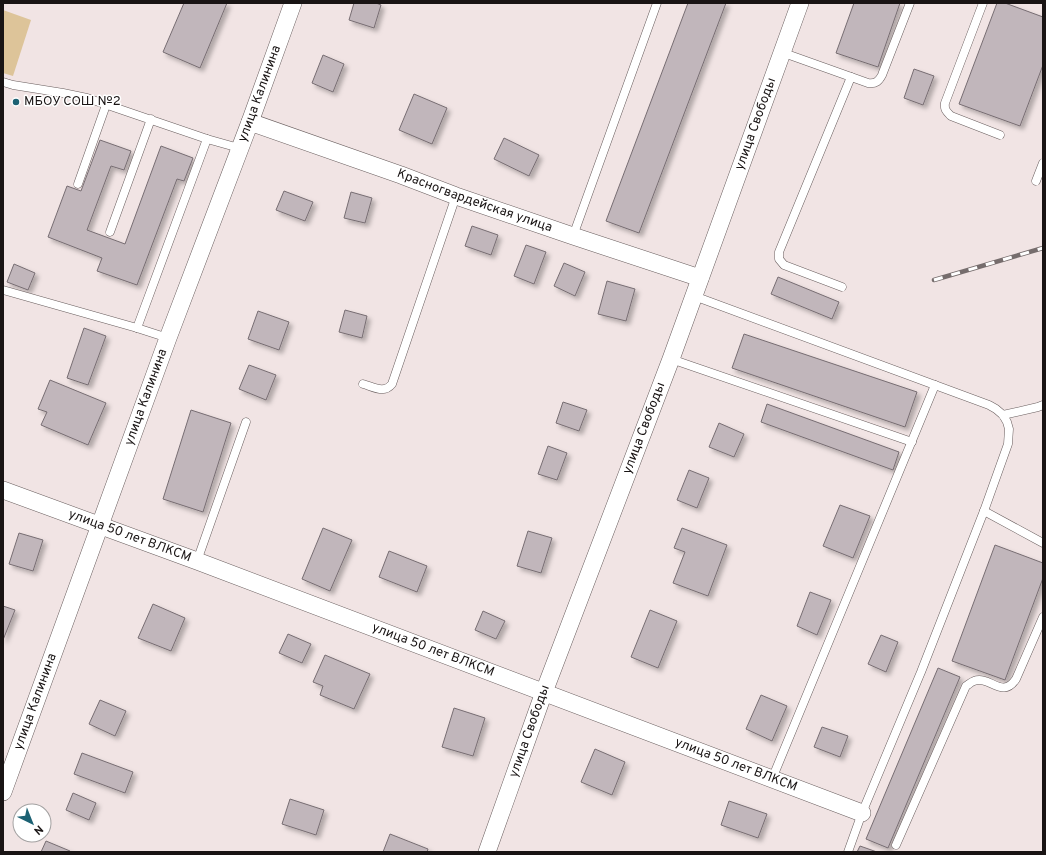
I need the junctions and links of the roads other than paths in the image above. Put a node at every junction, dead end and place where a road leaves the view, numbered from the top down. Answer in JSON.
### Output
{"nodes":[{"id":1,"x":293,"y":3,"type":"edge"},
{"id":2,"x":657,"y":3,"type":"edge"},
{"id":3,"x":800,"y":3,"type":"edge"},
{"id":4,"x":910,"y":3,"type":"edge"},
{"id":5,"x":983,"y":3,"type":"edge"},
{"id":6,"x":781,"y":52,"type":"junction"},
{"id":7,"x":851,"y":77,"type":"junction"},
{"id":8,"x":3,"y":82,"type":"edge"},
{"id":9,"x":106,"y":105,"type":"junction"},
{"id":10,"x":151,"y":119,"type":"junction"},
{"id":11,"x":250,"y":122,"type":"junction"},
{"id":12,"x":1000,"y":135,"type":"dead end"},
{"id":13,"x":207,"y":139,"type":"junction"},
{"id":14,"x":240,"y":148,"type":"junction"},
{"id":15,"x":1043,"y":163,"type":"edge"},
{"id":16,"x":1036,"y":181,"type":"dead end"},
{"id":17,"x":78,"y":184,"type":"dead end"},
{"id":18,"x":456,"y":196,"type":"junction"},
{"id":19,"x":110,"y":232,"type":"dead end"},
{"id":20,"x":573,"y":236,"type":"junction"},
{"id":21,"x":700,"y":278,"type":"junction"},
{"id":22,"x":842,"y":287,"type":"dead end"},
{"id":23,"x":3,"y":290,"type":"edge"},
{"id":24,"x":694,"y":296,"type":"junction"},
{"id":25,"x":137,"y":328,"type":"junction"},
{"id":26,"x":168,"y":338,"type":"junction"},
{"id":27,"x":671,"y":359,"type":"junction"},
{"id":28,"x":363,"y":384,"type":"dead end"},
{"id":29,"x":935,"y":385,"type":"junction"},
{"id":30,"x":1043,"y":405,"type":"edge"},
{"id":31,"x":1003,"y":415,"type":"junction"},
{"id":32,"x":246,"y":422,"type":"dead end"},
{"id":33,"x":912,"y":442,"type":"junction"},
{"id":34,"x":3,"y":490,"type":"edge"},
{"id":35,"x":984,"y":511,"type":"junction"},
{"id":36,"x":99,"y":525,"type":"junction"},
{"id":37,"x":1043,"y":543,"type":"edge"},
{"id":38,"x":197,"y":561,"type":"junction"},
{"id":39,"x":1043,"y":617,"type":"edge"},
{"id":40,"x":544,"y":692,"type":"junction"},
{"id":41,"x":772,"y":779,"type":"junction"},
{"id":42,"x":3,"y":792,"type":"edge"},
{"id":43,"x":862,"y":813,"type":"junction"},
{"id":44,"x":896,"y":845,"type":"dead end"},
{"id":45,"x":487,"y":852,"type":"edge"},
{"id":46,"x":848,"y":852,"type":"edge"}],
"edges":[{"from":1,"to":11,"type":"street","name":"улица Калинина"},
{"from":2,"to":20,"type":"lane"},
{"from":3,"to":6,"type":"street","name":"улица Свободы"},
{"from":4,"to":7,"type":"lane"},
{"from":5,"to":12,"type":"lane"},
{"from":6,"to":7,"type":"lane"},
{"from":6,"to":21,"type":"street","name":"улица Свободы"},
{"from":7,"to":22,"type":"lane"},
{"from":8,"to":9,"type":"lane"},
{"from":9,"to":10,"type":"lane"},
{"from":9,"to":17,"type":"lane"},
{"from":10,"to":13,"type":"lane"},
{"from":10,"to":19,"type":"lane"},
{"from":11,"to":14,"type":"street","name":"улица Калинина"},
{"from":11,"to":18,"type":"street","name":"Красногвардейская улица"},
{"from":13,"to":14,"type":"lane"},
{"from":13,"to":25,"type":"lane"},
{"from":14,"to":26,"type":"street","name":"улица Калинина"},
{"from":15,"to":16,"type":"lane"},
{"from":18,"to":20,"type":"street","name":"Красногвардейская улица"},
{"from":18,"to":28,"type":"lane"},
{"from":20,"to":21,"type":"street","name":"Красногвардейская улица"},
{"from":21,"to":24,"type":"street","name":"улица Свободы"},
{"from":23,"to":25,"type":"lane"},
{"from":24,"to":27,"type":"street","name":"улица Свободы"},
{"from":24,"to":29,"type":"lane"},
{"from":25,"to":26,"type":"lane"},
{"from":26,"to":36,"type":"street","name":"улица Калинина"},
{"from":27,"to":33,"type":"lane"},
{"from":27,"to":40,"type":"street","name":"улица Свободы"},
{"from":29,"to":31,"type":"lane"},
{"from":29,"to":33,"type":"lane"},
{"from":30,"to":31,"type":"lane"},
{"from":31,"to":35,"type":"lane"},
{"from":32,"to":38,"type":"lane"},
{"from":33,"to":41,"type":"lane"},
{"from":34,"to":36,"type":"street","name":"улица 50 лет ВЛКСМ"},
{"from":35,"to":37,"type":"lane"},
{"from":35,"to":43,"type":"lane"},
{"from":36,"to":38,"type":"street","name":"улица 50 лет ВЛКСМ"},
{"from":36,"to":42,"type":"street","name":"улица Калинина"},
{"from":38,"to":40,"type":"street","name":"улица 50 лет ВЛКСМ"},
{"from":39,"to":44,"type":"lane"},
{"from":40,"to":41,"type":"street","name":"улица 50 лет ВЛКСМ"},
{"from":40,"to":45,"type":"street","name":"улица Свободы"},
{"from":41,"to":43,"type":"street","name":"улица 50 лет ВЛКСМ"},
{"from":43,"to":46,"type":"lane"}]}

□ □ □ □ □ □ □

Type the records out again in full, exactly, with each picture omitted.

I need the junctions and links of the roads other than paths in the image above. Put a node at every junction, dead end and place where a road leaves the view, numbered from the top down. Answer in JSON.
### Output
{"nodes":[{"id":1,"x":293,"y":3,"type":"edge"},
{"id":2,"x":657,"y":3,"type":"edge"},
{"id":3,"x":800,"y":3,"type":"edge"},
{"id":4,"x":910,"y":3,"type":"edge"},
{"id":5,"x":983,"y":3,"type":"edge"},
{"id":6,"x":781,"y":52,"type":"junction"},
{"id":7,"x":851,"y":77,"type":"junction"},
{"id":8,"x":3,"y":82,"type":"edge"},
{"id":9,"x":106,"y":105,"type":"junction"},
{"id":10,"x":151,"y":119,"type":"junction"},
{"id":11,"x":250,"y":122,"type":"junction"},
{"id":12,"x":1000,"y":135,"type":"dead end"},
{"id":13,"x":207,"y":139,"type":"junction"},
{"id":14,"x":240,"y":148,"type":"junction"},
{"id":15,"x":1043,"y":163,"type":"edge"},
{"id":16,"x":1036,"y":181,"type":"dead end"},
{"id":17,"x":78,"y":184,"type":"dead end"},
{"id":18,"x":456,"y":196,"type":"junction"},
{"id":19,"x":110,"y":232,"type":"dead end"},
{"id":20,"x":573,"y":236,"type":"junction"},
{"id":21,"x":700,"y":278,"type":"junction"},
{"id":22,"x":842,"y":287,"type":"dead end"},
{"id":23,"x":3,"y":290,"type":"edge"},
{"id":24,"x":694,"y":296,"type":"junction"},
{"id":25,"x":137,"y":328,"type":"junction"},
{"id":26,"x":168,"y":338,"type":"junction"},
{"id":27,"x":671,"y":359,"type":"junction"},
{"id":28,"x":363,"y":384,"type":"dead end"},
{"id":29,"x":935,"y":385,"type":"junction"},
{"id":30,"x":1043,"y":405,"type":"edge"},
{"id":31,"x":1003,"y":415,"type":"junction"},
{"id":32,"x":246,"y":422,"type":"dead end"},
{"id":33,"x":912,"y":442,"type":"junction"},
{"id":34,"x":3,"y":490,"type":"edge"},
{"id":35,"x":984,"y":511,"type":"junction"},
{"id":36,"x":99,"y":525,"type":"junction"},
{"id":37,"x":1043,"y":543,"type":"edge"},
{"id":38,"x":197,"y":561,"type":"junction"},
{"id":39,"x":1043,"y":617,"type":"edge"},
{"id":40,"x":544,"y":692,"type":"junction"},
{"id":41,"x":772,"y":779,"type":"junction"},
{"id":42,"x":3,"y":792,"type":"edge"},
{"id":43,"x":862,"y":813,"type":"junction"},
{"id":44,"x":896,"y":845,"type":"dead end"},
{"id":45,"x":487,"y":852,"type":"edge"},
{"id":46,"x":848,"y":852,"type":"edge"}],
"edges":[{"from":1,"to":11,"type":"street","name":"улица Калинина"},
{"from":2,"to":20,"type":"lane"},
{"from":3,"to":6,"type":"street","name":"улица Свободы"},
{"from":4,"to":7,"type":"lane"},
{"from":5,"to":12,"type":"lane"},
{"from":6,"to":7,"type":"lane"},
{"from":6,"to":21,"type":"street","name":"улица Свободы"},
{"from":7,"to":22,"type":"lane"},
{"from":8,"to":9,"type":"lane"},
{"from":9,"to":10,"type":"lane"},
{"from":9,"to":17,"type":"lane"},
{"from":10,"to":13,"type":"lane"},
{"from":10,"to":19,"type":"lane"},
{"from":11,"to":14,"type":"street","name":"улица Калинина"},
{"from":11,"to":18,"type":"street","name":"Красногвардейская улица"},
{"from":13,"to":14,"type":"lane"},
{"from":13,"to":25,"type":"lane"},
{"from":14,"to":26,"type":"street","name":"улица Калинина"},
{"from":15,"to":16,"type":"lane"},
{"from":18,"to":20,"type":"street","name":"Красногвардейская улица"},
{"from":18,"to":28,"type":"lane"},
{"from":20,"to":21,"type":"street","name":"Красногвардейская улица"},
{"from":21,"to":24,"type":"street","name":"улица Свободы"},
{"from":23,"to":25,"type":"lane"},
{"from":24,"to":27,"type":"street","name":"улица Свободы"},
{"from":24,"to":29,"type":"lane"},
{"from":25,"to":26,"type":"lane"},
{"from":26,"to":36,"type":"street","name":"улица Калинина"},
{"from":27,"to":33,"type":"lane"},
{"from":27,"to":40,"type":"street","name":"улица Свободы"},
{"from":29,"to":31,"type":"lane"},
{"from":29,"to":33,"type":"lane"},
{"from":30,"to":31,"type":"lane"},
{"from":31,"to":35,"type":"lane"},
{"from":32,"to":38,"type":"lane"},
{"from":33,"to":41,"type":"lane"},
{"from":34,"to":36,"type":"street","name":"улица 50 лет ВЛКСМ"},
{"from":35,"to":37,"type":"lane"},
{"from":35,"to":43,"type":"lane"},
{"from":36,"to":38,"type":"street","name":"улица 50 лет ВЛКСМ"},
{"from":36,"to":42,"type":"street","name":"улица Калинина"},
{"from":38,"to":40,"type":"street","name":"улица 50 лет ВЛКСМ"},
{"from":39,"to":44,"type":"lane"},
{"from":40,"to":41,"type":"street","name":"улица 50 лет ВЛКСМ"},
{"from":40,"to":45,"type":"street","name":"улица Свободы"},
{"from":41,"to":43,"type":"street","name":"улица 50 лет ВЛКСМ"},
{"from":43,"to":46,"type":"lane"}]}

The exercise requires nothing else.